AlloyDB is scalable for all sizes and it offers a 99.99% available SLA, inclusive of maintenance. And it’s purpose built for your AI workloads. We’re using PostgreSQL in a Docker image in this example, but when it’s time to deploy, we’re going to spin up an AlloyDB instance.
Codebase
The code for this walkthrough is available in Github.
Next Steps
You’ve just built a production-worthy, AI-ready, Spring AI- and Google-powered application in no time at all. You’ve only begun to scratch the surface! Check out Spring AI 1.0 at the Spring Initializr today and learn more about Google Cloud here.
Resources
Spring AI 1.0 blog
Josh’s YouTube channel
AI Summary and Description: Yes
**Summary:** The text provides an extensive walkthrough of Spring AI 1.0, emphasizing its integration with Java and Spring ecosystems to facilitate AI model incorporation. This significant advancement positions Java developers to leverage AI technologies seamlessly within their existing applications, enhancing both functionality and user experience.
**Detailed Description:**
The text serves as a comprehensive guide to Spring AI 1.0, detailing its functionalities and applications within AI engineering, particularly focused on Java. Below are the major points outlined:
– **Integration with Java Ecosystem:**
– Spring AI 1.0 provides a robust solution for AI engineering catered specifically for Java programmers, particularly those using Spring Boot.

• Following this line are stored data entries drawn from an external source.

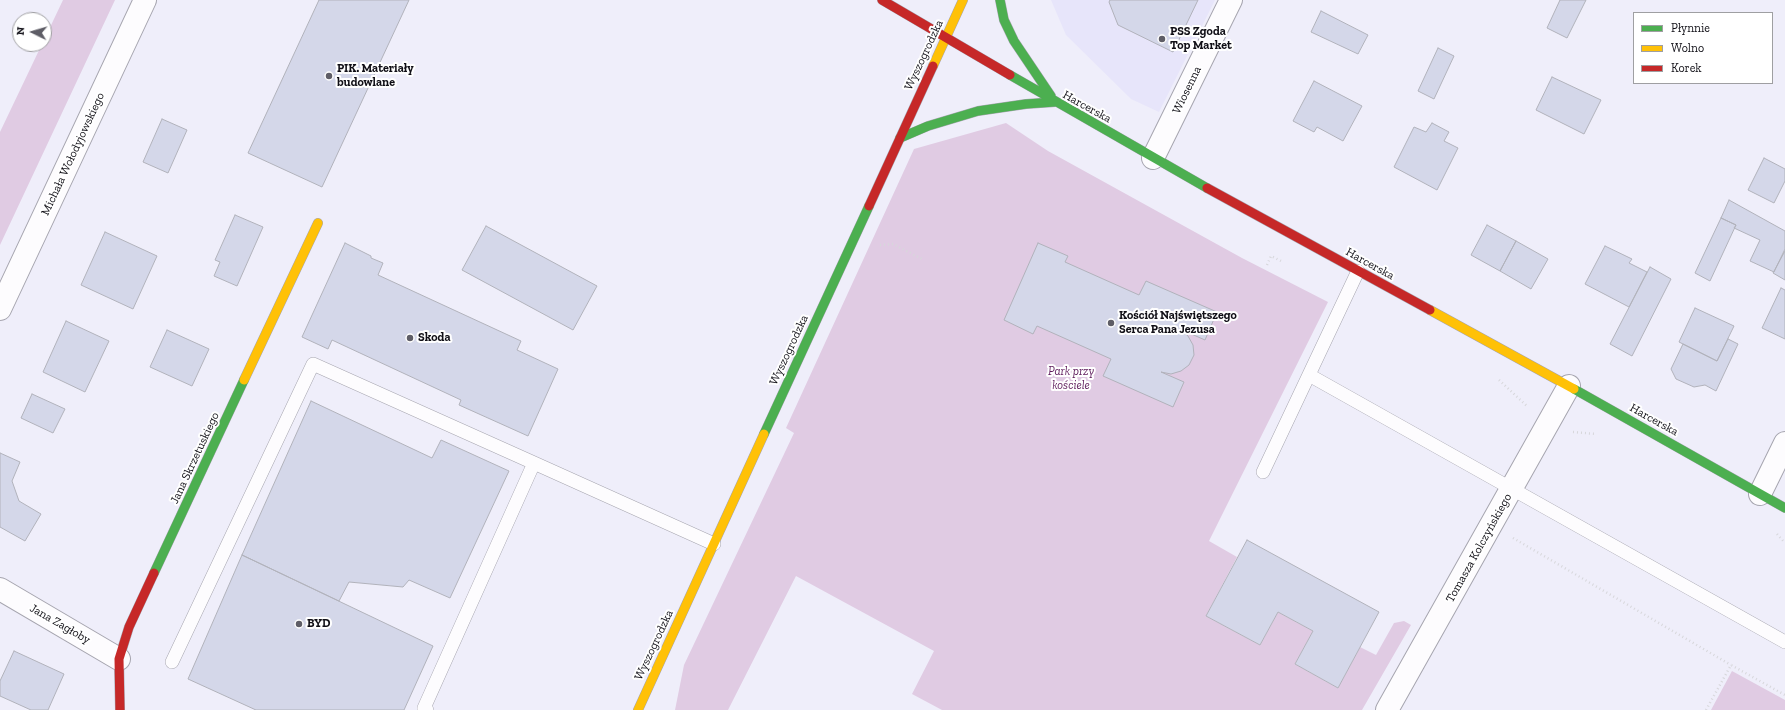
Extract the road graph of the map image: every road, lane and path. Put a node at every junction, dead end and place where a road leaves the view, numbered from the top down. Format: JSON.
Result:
{"nodes":[{"id":1,"x":145,"y":0,"type":"edge"},
{"id":2,"x":882,"y":0,"type":"edge"},
{"id":3,"x":963,"y":0,"type":"edge"},
{"id":4,"x":1000,"y":0,"type":"edge"},
{"id":5,"x":1231,"y":0,"type":"edge"},
{"id":6,"x":946,"y":37,"type":"junction"},
{"id":7,"x":1055,"y":102,"type":"junction"},
{"id":8,"x":900,"y":138,"type":"junction"},
{"id":9,"x":1153,"y":158,"type":"junction"},
{"id":10,"x":318,"y":223,"type":"dead end"},
{"id":11,"x":877,"y":246,"type":"dead end"},
{"id":12,"x":924,"y":260,"type":"dead end"},
{"id":13,"x":1284,"y":262,"type":"dead end"},
{"id":14,"x":1267,"y":265,"type":"dead end"},
{"id":15,"x":1358,"y":271,"type":"junction"},
{"id":16,"x":0,"y":309,"type":"edge"},
{"id":17,"x":1309,"y":375,"type":"junction"},
{"id":18,"x":1495,"y":376,"type":"dead end"},
{"id":19,"x":1569,"y":386,"type":"junction"},
{"id":20,"x":1549,"y":422,"type":"junction"},
{"id":21,"x":1597,"y":434,"type":"dead end"},
{"id":22,"x":1785,"y":443,"type":"edge"},
{"id":23,"x":534,"y":463,"type":"junction"},
{"id":24,"x":1263,"y":472,"type":"dead end"},
{"id":25,"x":1512,"y":489,"type":"junction"},
{"id":26,"x":1760,"y":494,"type":"junction"},
{"id":27,"x":1785,"y":508,"type":"edge"},
{"id":28,"x":1776,"y":534,"type":"dead end"},
{"id":29,"x":1508,"y":535,"type":"dead end"},
{"id":30,"x":1785,"y":543,"type":"edge"},
{"id":31,"x":714,"y":544,"type":"junction"},
{"id":32,"x":0,"y":589,"type":"edge"},
{"id":33,"x":1785,"y":642,"type":"edge"},
{"id":34,"x":119,"y":659,"type":"junction"},
{"id":35,"x":172,"y":662,"type":"dead end"},
{"id":36,"x":1730,"y":665,"type":"junction"},
{"id":37,"x":1785,"y":695,"type":"edge"},
{"id":38,"x":120,"y":710,"type":"edge"},
{"id":39,"x":427,"y":710,"type":"edge"},
{"id":40,"x":638,"y":710,"type":"edge"},
{"id":41,"x":1387,"y":710,"type":"edge"},
{"id":42,"x":1706,"y":710,"type":"edge"}],
"edges":[{"from":1,"to":16,"type":"street","name":"Michała Wołodyjowskiego"},
{"from":2,"to":6,"type":"street","name":"Harcerska"},
{"from":3,"to":6,"type":"street","name":"Wyszogrodzka"},
{"from":4,"to":7,"type":"street"},
{"from":5,"to":9,"type":"street","name":"Wiosenna"},
{"from":6,"to":7,"type":"street","name":"Harcerska"},
{"from":6,"to":8,"type":"street","name":"Wyszogrodzka"},
{"from":7,"to":8,"type":"street"},
{"from":7,"to":9,"type":"street","name":"Harcerska"},
{"from":8,"to":31,"type":"street","name":"Wyszogrodzka"},
{"from":9,"to":15,"type":"street","name":"Harcerska"},
{"from":10,"to":34,"type":"street","name":"Jana Skrzetuskiego"},
{"from":11,"to":12,"type":"path"},
{"from":13,"to":14,"type":"path"},
{"from":15,"to":17,"type":"lane"},
{"from":15,"to":19,"type":"street","name":"Harcerska"},
{"from":17,"to":24,"type":"lane"},
{"from":17,"to":25,"type":"lane"},
{"from":18,"to":20,"type":"path"},
{"from":19,"to":20,"type":"street","name":"Tomasza Kolczyńskiego"},
{"from":19,"to":26,"type":"street","name":"Harcerska"},
{"from":20,"to":21,"type":"path"},
{"from":20,"to":25,"type":"street","name":"Tomasza Kolczyńskiego"},
{"from":22,"to":26,"type":"street"},
{"from":23,"to":31,"type":"lane"},
{"from":23,"to":35,"type":"lane"},
{"from":23,"to":39,"type":"lane"},
{"from":25,"to":33,"type":"lane"},
{"from":25,"to":41,"type":"street","name":"Tomasza Kolczyńskiego"},
{"from":26,"to":27,"type":"street","name":"Harcerska"},
{"from":28,"to":30,"type":"path"},
{"from":29,"to":36,"type":"path"},
{"from":31,"to":40,"type":"street","name":"Wyszogrodzka"},
{"from":32,"to":34,"type":"street","name":"Jana Zagłoby"},
{"from":34,"to":38,"type":"street","name":"Jana Skrzetuskiego"},
{"from":36,"to":37,"type":"path"},
{"from":36,"to":42,"type":"path"}]}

– The library aims to simplify integration hurdles, allowing developers to incorporate AI models directly into their applications.
– **Support for Various AI Models:**
– The library supports diverse AI models:
– **Image Models:** Generate images from text prompts.
– **Transcription Models:** Convert audio files into text.
– **Embedding Models:** Facilitate semantic similarity searches by converting arbitrary data into vectors.
– **Chat Models:** Engage in conversation, serve as assistants, or aid in document tasks.
– **Chat Model Management:**
– Strategies to maintain chat model focus include:
– System prompts to define behavior.
– Implement memory to retain conversation context.
– Allowing access to external functions and enterprise data.
– Ensuring accuracy through secondary model evaluations.
– **Spring Boot Integration:**
– The framework provides a familiar environment for developers, allowing straightforward configuration and application setup.
– It outlines dependency management through Maven or Gradle for seamless integration.
– **Development Steps:**
– Instructions cover setting up a Google Cloud environment, configuring the application, and establishing endpoints for user interactions with AI.
– Demonstrates a comprehensive example of building a Spring AI application from scratch, including database configurations and integration of large language models (LLMs).
– **Model Context Protocol (MCP):**
– The document introduces MCP, a protocol for the seamless integration of tools written in any programming language with LLMs. This allows for broader functionality and inter-platform communication.
– **Production Deployment:**
– Highlights options for production environments, mentioning Google Cloud SQL and AlloyDB as viable databases for hosting AI workloads, thus ensuring scalability and performance.
– **Next Steps and Resources:**
– Encourages developers to explore further and leverage Spring AI 1.0 in conjunction with Google Cloud services, promoting continuous learning and enhancement of AI capabilities within applications.
This text is particularly valuable for professionals involved in software development and AI, as it empowers them with practical knowledge to enhance existing systems and manage AI integrations effectively. It represents a shift in how Java developers can operationalize AI technologies, reinforcing the importance of secure, efficient infrastructure in AI projects.